The Seven Fundamentals of Value (according to Mohanbir Sawhney)

By Mohanbir Sawhney
Tue, July 01, 2003

CIO — The mission of this column has been to help readers understand how to create value through IT. For the past year and a half, I have shared my ideas about how value is created, defined, measured, captured and sustained. I hope that my ideas have made a difference. I am now beginning work on a new book about customer value, so this will be my last column. For my closing piece, I thought I would synthesize the ideas I have written about in CIO by reflecting on the nature of value.

Here are seven fundamental lessons I have learned in my decade-long career as an academic researcher, consultant and teacher.

1. Value is customer-defined. Never forget that value is defined by those who use IT and those who pay for it. To understand the true nature of value, you need to get inside the minds and hearts of your customers, whether they’re internal or external. Define value using their vocabulary, not the "feeds and speeds" that you may be comfortable with. For CIOs, that means learning the language of CFOs, who think about return on assets, ROI and net present value, and of business executives, who define value in terms of shareholder value, inventory turns and customer churn.
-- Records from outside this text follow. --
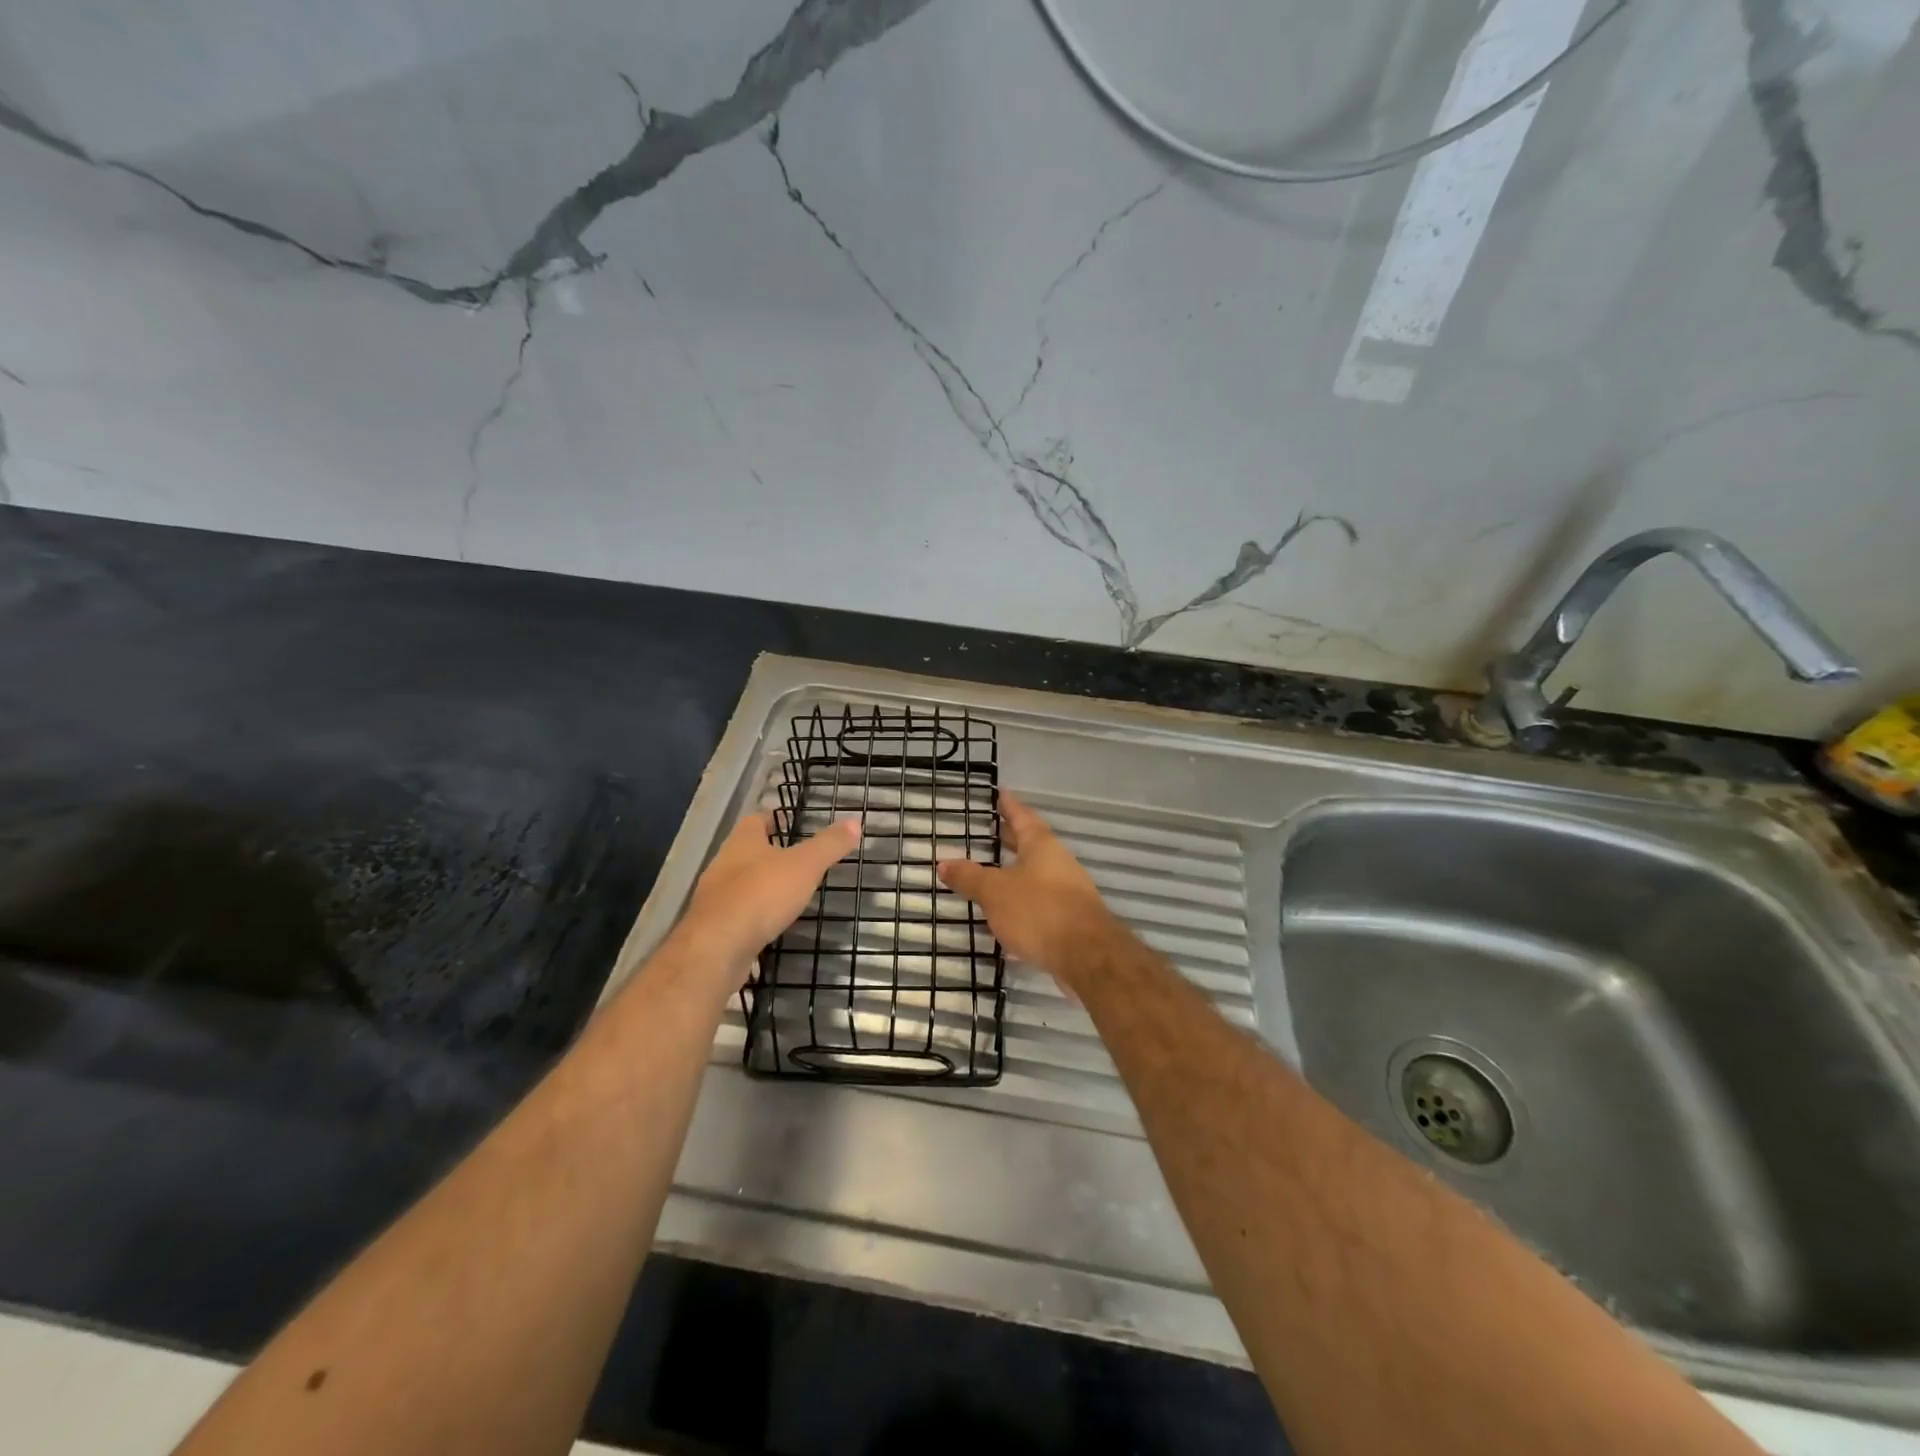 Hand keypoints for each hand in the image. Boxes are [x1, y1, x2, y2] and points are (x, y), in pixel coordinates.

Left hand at [675, 812, 860, 968]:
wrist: (718, 947)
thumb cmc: (762, 894)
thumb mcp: (805, 865)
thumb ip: (830, 845)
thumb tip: (856, 821)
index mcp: (743, 841)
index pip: (756, 819)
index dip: (773, 818)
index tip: (789, 821)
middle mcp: (723, 863)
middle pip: (745, 850)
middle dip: (767, 852)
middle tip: (795, 857)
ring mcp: (714, 896)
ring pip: (739, 882)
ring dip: (760, 884)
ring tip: (786, 892)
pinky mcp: (714, 926)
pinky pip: (737, 912)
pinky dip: (753, 913)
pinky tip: (770, 923)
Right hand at [937, 791, 1123, 989]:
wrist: (1087, 956)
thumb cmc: (1038, 911)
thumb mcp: (995, 892)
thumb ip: (969, 877)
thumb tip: (944, 863)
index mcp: (1041, 846)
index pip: (1022, 816)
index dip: (1008, 805)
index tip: (1000, 792)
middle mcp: (1058, 862)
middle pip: (1031, 844)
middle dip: (1011, 839)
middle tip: (992, 830)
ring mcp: (1068, 891)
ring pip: (1036, 876)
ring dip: (1016, 875)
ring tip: (992, 877)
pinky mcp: (1070, 920)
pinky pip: (1040, 905)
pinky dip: (1022, 907)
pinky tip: (1006, 924) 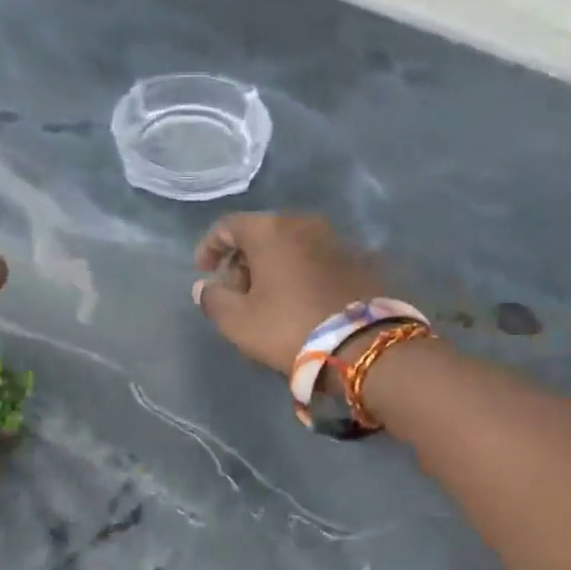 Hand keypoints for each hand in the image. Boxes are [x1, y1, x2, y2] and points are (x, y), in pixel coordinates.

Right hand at [193, 212, 386, 372]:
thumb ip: (214, 299)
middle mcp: (305, 223)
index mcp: (270, 230)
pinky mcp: (364, 260)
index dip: (210, 247)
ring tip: (271, 299)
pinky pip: (321, 260)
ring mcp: (339, 239)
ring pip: (295, 245)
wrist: (365, 345)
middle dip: (245, 259)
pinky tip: (304, 300)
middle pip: (263, 233)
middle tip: (238, 292)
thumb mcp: (238, 321)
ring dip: (277, 266)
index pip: (228, 226)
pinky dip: (305, 273)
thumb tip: (206, 286)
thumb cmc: (289, 328)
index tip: (205, 272)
Vendors must communicate the value of their products not in terms of what these products do, but what they do for customers, expressed in a language that customers can relate to. Concepts like "utility computing" and "business agility" may be catchy vendorspeak, but these abstract ideas need to be made concrete and relevant for specific customers and vertical markets.

2. Value is opaque. An important consequence of value being defined by customers is that it is very difficult to quantify. As I have argued in previous columns, to quantify value, you need to understand all factors that customers take into consideration in assessing value, and you have to understand the relative importance that customers place on each factor. In the absence of this understanding, you are shooting in the dark. You need to develop robust customer value models that are calibrated with data collected from customers. Once you understand the factors that specific customers consider when making decisions, and how they make trade-offs, you can develop a better understanding of the value propositions that might appeal to each one.

3. Value is multidimensional. A common myth in business is that IT investment decisions are made solely on functional value—a product’s features and functionality. Value has two other dimensions as well: economic value—what these features and functions are worth to customers in terms of time and money; and psychological value—the emotional benefits that customers get from your products or your company. Consider the value proposition of HP’s Pocket PC-based PDA. According to HP, the benefits of the iPaq are its powerful processor, bright screen, expandability and flexibility—a statement of functional value. But to close a sale, HP must also demonstrate economic value with quantified estimates of improved productivity for end users as well as application developers. And HP must convince customers of the emotional benefits of choosing a device platform that is backed by reputable and financially solid companies such as HP and Microsoft. Functional value is a starting point, but you need to translate it into economic value. And you need to get beyond the "arms race" of functional differentiation by developing emotional appeals that are far more sustainable than today’s latest feature. Consider IBM’s famous proposition: "Nobody ever got fired for buying IBM."